→ Dataset items
========================================

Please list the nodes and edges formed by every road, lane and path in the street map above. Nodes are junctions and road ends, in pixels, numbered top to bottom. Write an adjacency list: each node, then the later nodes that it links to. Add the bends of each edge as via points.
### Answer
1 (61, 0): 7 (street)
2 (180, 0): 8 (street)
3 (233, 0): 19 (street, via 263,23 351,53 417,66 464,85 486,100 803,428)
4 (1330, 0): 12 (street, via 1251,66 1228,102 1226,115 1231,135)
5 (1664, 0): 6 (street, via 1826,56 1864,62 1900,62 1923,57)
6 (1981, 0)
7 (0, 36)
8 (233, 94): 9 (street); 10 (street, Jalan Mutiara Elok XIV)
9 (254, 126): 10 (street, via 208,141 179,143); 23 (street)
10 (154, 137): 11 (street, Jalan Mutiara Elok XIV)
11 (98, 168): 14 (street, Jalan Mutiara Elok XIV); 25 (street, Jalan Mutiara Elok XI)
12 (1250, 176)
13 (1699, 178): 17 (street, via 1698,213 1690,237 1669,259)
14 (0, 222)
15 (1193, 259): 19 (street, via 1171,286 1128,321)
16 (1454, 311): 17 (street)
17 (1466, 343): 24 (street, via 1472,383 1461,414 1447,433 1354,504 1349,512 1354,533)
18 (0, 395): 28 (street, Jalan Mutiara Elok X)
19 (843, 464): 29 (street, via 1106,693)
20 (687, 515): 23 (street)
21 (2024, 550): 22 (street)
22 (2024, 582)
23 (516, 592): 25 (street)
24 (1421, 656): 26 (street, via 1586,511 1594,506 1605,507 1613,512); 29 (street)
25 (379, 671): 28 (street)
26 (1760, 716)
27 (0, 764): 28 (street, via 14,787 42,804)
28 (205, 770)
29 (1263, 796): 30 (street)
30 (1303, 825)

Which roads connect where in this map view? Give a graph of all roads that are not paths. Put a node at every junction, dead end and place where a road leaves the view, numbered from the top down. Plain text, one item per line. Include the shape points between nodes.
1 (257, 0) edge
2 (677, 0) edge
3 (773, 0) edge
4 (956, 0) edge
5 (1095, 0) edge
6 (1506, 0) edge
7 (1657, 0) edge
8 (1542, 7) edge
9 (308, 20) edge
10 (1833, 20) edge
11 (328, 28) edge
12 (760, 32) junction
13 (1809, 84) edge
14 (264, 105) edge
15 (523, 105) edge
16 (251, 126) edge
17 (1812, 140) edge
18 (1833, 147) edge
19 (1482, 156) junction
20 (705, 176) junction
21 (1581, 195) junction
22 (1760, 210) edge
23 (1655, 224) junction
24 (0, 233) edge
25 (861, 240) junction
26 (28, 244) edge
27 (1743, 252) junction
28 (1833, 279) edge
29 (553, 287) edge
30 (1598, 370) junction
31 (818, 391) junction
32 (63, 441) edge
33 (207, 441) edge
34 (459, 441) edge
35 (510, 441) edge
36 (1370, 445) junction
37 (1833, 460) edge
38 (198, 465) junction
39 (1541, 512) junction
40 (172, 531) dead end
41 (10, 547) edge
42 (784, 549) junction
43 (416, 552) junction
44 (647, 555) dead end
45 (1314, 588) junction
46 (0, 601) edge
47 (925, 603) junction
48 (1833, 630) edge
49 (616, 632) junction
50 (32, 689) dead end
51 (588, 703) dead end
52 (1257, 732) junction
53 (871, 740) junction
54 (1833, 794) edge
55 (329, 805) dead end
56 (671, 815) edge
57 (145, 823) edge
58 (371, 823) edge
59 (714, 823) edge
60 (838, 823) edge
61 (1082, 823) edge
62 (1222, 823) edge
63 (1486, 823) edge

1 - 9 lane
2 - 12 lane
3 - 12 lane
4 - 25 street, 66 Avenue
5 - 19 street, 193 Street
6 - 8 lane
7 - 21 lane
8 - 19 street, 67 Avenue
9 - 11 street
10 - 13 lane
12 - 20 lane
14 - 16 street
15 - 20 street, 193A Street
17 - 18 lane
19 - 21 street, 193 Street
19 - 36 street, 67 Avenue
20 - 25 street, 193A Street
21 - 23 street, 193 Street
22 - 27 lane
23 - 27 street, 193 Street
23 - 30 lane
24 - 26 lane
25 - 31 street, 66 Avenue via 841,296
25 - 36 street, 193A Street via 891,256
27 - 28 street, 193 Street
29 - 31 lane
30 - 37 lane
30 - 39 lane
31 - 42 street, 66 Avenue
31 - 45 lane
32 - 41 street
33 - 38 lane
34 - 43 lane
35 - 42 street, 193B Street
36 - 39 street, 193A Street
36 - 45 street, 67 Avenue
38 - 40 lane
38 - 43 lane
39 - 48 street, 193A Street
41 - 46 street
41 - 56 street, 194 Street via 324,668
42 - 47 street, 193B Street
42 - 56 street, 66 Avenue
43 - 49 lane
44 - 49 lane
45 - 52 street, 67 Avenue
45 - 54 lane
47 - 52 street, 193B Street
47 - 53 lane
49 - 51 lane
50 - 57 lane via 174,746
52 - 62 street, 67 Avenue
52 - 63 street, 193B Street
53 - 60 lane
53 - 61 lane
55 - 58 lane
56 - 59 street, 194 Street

========================================

→ Work order
For this exercise, return every line from the data that holds the string "Mutiara".

→ Answer
8 (233, 94): 9 (street); 10 (street, Jalan Mutiara Elok XIV)
10 (154, 137): 11 (street, Jalan Mutiara Elok XIV)
11 (98, 168): 14 (street, Jalan Mutiara Elok XIV); 25 (street, Jalan Mutiara Elok XI)
18 (0, 395): 28 (street, Jalan Mutiara Elok X)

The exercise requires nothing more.